TempestIf someone ever said to me that a cast of youth performers, some as young as 11, could pull off a decent performance of Shakespeare’s ‘The Tempest’, I’d have thought it to be a very ambitious and brave move for all concerned. This production highlighted the sheer determination and indeed talent CAYT has to offer as well as putting me and my sceptical thoughts well and truly into place.

With a really workable set that looked brilliant and enhanced by terrific lighting and projections I knew from the outset that we were in for a treat and I wasn’t disappointed.
The cast of 20 took one of Shakespeare’s great plays and told the story with confidence and clarity and maturity far beyond their years. Each performer understood both their character and their role within the play, all giving confident portrayals and showing such technique in their acting abilities. I was mesmerised. The principals in particular delivered some outstanding work, delivering long speeches with such emotion and depth. I particularly enjoyed Harry Jones’ performance as Prospero, a complex character yet Harry gave such clarity. Charles Vickers as mischievous Ariel, maintained this weird and wonderful character throughout and Joseph Pearce as Caliban was outstanding.
I must congratulate directors Dee Melia and Jennifer Matthews for their dedication to this youth group and all the work that they must have put into this production and for taking this play from page to stage with such a creative style.
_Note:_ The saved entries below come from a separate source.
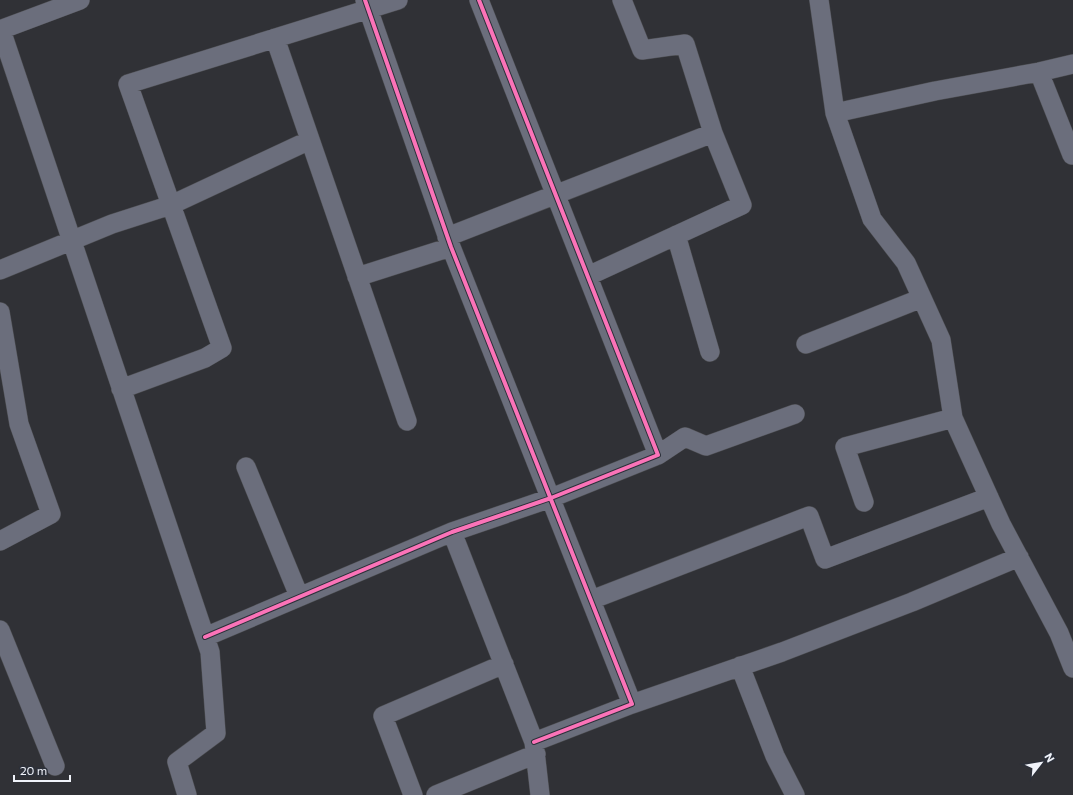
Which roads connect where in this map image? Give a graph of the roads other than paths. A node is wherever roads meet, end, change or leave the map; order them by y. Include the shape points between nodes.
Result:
1 (80, 0) edge
2 (398, 0) edge
3 (480, 0) edge
4 (622, 0) edge
5 (818, 0) edge
6 (366, 5) edge
7 (1, 30) edge
8 (275, 38) junction
9 (1073, 64) edge
10 (1039, 72) junction
11 (835, 113) junction
12 (713, 133) junction
13 (310, 140) junction
14 (1072, 155) dead end
15 (556, 194) junction
16 (171, 205) junction
17 (676, 235) junction
18 (71, 240) junction
19 (449, 242) junction
20 (0, 270) edge
21 (588, 276) junction
22 (357, 277) junction
23 (922, 298) junction
24 (0, 312) edge
25 (806, 344) dead end
26 (710, 352) dead end
27 (121, 389) junction
28 (795, 414) dead end
29 (953, 418) junction
30 (407, 422) dead end
31 (658, 455) junction
32 (246, 467) dead end
33 (989, 497) junction
34 (550, 498) junction
35 (864, 502) dead end
36 (452, 532) junction
37 (0, 541) edge
38 (1019, 557) junction
39 (300, 596) junction
40 (591, 600) junction
41 (0, 630) edge
42 (205, 637) junction
43 (504, 664) junction
44 (740, 666) junction
45 (1073, 668) edge
46 (632, 704) junction
47 (535, 748) junction
48 (55, 766) dead end
49 (188, 795) edge
50 (413, 795) edge
51 (436, 795) edge
52 (540, 795) edge
53 (796, 795) edge

1 - 7 street
2 - 6 street
3 - 15 street
4 - 12 street via 642,50 685,44
5 - 11 street
6 - 8 street
6 - 19 street
7 - 18 street
8 - 13 street
8 - 16 street via 128,84
9 - 10 street
10 - 11 street via 934,91
10 - 14 street
11 - 23 street via 872,219 906,263
12 - 15 street
12 - 17 street via 742,205
13 - 16 street
13 - 22 street
15 - 19 street
15 - 21 street
16 - 18 street
16 - 27 street via 222,348 206,358
17 - 21 street
17 - 26 street
18 - 20 street
18 - 27 street
19 - 22 street
19 - 34 street
21 - 31 street
22 - 30 street
23 - 25 street
23 - 29 street via 941,340
24 - 37 street via 19,424 51,514
27 - 42 street
28 - 31 street via 706,446 685,437
29 - 33 street
29 - 35 street via 845,447
31 - 34 street
32 - 39 street
33 - 38 street
33 - 40 street via 825,559 809,516
34 - 36 street
34 - 40 street
36 - 39 street
36 - 43 street
38 - 44 street via 912,602
38 - 45 street via 1059,633
39 - 42 street
40 - 46 street
41 - 48 street
42 - 49 street via 210,652 216,733 177,762
43 - 47 street
43 - 50 street via 383,716
44 - 46 street
44 - 53 street via 775,756
46 - 47 street
47 - 51 street
47 - 52 street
It was so apparent that the group were completely engaged and embraced the challenge and had heaps of fun doing so. In return, I loved your Production and left the theatre educated and inspired.
Michael Jones-McCaw, NODA

Strange Ways 2010

NORMAN Strange leads a pretty dull life. He can’t pluck up the courage to tell Sarah he loves her – but one day he runs into the road to pick up her dropped purse – and the end of his life is the start of the story. Norman is on trial – should he go to heaven or to hell? The sins of his ancestors hold the answer.Simon Matthews and Andrew Jones wrote (and directed) Strange Ways especially for Congleton Amateur Youth Theatre.

Its music ranges from The Carpenters to Queen, from David Bowie to Abba. It bubbles with humour and dreadful puns, and is enhanced by Simon’s skilful use of graphics and projection. There were some nice touches in the direction too – I enjoyed the human furniture, and the non-existent lift was most convincing. There are some excellent voices; Jemma Grayburn, as Lucy Fur, belted out her numbers with gusto, while narrator Robert Lightfoot coped admirably with difficult Bowie songs.

Norman, played by Kieran Wesley, and Sarah, Sasha Pattison, delighted the audience with their romantic Carpenters duet.It’s a pity some of the radio mics kept cutting out, and the voices were sometimes not loud enough, but the theatre was pleasingly full, and the audience was ready to enjoy the music, clapping along happily. It’s a show for CAYT to be proud of.